Too much alone time set off a mental chain reaction he failed to control. He took to Mother Nature, begging rabbits, birds, insects, even that scary bear to listen to him. He fashioned a fishing pole out of a tree limb after he discovered a nearby pond and sat on the bank, talking to phantom fish, never catching as much as an old shoe.
Then, a deluge of rainy days drenched the cabin for days on end. Fuck it! He stomped outside naked for free showers, his beard holding more water than the barrel. Except the mud he trampled back into the cabin irritated him.
“Fuck a million dollars. No, don’t.”
POWs had it worse than he did. He kept reminding himself an end was in sight, ticking off all the things a million dollars provided. If he even invested right, he might never have to work another day in his life.
When the sun returned, he charged outdoors and lay in a muddy grass patch, inviting the sun to burn him. He deserved it. After baking a while, he tried to open his eyes. Oh, the pain! Through a weak slit, he peered at the sky to find a white shape floating above him.
“Get away!” The white form shimmied aside. Was that an angel? Was he dying? Had a spirit come to take him to the pearly gates? He grumbled and rolled over, barely able to rise to his feet, but the angel flew away. “Don’t go! Take me with you!” He cried.
He’d been crying a lot lately.
Desperate for social interaction, he screamed from outside the cabin’s front door toward the other side of the structure, then ran to the back to reply, having a very disappointing conversation with himself.
Boy, wouldn’t a beer taste good, even a snifter of any liquor?
Before long, his diary turned into a melodrama full of crazy skits, pages of dialogue with his favorite characters, and drawings of scary monsters.

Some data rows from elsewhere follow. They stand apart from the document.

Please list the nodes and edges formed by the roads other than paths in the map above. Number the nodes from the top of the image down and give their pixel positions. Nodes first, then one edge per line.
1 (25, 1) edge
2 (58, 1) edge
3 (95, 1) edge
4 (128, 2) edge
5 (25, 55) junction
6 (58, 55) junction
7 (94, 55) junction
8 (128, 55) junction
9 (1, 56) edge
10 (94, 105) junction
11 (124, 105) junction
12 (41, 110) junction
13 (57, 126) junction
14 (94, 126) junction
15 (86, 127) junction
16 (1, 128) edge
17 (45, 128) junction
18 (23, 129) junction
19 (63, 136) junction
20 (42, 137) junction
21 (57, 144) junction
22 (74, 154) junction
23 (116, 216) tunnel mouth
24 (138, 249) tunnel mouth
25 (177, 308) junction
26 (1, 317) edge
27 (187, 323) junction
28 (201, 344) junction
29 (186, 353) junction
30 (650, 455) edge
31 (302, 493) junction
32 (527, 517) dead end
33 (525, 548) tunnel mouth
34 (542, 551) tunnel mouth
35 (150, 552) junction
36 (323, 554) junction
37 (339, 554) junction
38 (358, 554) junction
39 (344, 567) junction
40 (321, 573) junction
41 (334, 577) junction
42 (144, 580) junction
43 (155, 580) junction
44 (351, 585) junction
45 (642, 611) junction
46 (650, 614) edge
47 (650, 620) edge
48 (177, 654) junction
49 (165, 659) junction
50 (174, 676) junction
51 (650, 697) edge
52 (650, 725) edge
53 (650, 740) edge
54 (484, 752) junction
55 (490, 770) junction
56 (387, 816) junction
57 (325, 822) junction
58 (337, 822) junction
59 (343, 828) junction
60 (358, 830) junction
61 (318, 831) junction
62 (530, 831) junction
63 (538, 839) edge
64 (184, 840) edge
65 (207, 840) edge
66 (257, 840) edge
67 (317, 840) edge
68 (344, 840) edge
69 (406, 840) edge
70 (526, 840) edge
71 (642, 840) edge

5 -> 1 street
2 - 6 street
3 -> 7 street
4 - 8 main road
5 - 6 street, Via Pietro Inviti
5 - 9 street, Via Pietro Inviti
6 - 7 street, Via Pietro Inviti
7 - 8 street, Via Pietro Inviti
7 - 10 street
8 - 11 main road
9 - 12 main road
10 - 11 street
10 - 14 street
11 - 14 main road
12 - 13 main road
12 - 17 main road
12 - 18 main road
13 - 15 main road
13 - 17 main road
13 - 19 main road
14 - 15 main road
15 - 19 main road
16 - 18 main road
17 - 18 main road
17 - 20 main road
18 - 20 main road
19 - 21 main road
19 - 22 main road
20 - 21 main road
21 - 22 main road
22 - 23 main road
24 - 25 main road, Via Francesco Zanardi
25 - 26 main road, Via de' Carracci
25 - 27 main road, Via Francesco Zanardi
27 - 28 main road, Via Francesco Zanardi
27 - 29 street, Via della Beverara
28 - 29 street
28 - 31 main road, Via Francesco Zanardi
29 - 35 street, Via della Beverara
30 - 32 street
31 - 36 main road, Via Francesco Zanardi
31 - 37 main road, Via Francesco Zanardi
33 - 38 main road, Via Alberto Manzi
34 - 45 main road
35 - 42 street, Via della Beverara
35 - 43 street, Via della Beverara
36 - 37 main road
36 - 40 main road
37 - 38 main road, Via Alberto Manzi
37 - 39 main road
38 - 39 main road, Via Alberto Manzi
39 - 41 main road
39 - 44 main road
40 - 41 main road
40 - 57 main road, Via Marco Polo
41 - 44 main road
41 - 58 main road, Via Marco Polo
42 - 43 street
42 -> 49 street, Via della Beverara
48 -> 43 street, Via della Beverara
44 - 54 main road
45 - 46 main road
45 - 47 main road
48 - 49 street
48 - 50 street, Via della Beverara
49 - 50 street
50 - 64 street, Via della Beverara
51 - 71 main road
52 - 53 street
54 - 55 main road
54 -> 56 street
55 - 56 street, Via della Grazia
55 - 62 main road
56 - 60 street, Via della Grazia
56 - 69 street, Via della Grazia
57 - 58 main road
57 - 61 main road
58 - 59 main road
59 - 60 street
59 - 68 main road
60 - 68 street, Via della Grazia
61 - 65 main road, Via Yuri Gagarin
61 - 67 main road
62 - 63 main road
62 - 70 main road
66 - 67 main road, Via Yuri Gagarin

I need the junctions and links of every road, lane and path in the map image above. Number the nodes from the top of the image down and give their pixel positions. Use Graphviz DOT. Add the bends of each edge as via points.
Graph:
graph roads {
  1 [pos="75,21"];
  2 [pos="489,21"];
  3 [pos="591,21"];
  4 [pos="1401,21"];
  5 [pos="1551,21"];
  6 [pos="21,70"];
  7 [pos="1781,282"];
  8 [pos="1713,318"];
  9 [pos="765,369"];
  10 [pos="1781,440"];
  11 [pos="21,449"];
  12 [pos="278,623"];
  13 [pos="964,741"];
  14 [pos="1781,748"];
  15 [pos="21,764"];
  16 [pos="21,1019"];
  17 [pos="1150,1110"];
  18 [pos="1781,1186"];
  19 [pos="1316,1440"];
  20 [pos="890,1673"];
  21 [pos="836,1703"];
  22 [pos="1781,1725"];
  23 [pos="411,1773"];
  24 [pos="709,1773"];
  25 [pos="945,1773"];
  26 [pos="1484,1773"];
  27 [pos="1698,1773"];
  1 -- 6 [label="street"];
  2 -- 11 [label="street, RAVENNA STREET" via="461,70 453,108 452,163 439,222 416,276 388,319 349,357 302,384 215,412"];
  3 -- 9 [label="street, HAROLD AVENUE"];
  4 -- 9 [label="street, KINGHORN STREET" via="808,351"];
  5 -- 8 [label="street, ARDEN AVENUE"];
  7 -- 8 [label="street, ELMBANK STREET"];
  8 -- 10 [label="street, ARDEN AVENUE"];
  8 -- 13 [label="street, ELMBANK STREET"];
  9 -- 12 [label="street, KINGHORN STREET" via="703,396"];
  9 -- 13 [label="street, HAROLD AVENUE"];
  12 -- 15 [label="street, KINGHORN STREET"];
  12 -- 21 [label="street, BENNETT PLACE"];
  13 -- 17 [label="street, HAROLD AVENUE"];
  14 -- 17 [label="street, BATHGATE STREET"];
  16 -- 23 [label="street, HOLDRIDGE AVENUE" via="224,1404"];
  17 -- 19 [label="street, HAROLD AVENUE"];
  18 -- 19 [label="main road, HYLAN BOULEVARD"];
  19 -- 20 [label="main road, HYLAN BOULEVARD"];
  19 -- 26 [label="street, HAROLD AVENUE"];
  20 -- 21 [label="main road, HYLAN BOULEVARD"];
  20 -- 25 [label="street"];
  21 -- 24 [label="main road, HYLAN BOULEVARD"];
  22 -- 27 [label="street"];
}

Damn. Before long, he had a dystopian fantasy, spine-tingly enough to frighten the devil. The idea such horror lived in his brain made a sad comment about his emotional state.
Suddenly, he remembered the books he’d shoved underneath the bed. Like a squirrel digging for buried treasure, Marty scored big. He opened a book and read, finally traveling to other places and sharing others’ misery, an escape from an escape.
His wall said he had a hundred and twenty days left in this hellhole. He laughed maniacally, telling himself, “Keep your eye on the prize, Marty. You’re almost there.”